Exercise brief ▸
Where in the entries below does "Вкусно" appear? Copy every line that has it.

Stored items:
┌──

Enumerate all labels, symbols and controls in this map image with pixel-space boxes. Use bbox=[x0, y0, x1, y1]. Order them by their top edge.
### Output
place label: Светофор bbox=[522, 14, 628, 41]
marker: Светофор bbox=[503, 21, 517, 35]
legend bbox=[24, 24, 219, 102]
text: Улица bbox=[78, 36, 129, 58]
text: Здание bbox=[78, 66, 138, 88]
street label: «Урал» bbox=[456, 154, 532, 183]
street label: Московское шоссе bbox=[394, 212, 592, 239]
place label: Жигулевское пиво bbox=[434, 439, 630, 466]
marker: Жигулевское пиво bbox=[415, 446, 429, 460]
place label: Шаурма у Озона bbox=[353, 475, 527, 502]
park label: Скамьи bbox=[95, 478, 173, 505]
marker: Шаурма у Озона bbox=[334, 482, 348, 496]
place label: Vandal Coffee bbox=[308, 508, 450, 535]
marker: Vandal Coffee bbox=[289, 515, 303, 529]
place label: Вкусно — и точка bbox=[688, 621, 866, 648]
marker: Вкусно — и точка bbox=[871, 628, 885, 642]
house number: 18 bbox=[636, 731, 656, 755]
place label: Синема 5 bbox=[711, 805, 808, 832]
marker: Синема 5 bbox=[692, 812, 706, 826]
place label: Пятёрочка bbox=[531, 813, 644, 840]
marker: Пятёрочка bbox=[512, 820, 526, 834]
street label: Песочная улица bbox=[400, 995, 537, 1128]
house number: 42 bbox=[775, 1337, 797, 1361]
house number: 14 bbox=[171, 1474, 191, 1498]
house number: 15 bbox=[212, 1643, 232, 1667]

└──

Answer to this problem ▸
place label: Вкусно — и точка bbox=[688, 621, 866, 648]
marker: Вкусно — и точка bbox=[871, 628, 885, 642]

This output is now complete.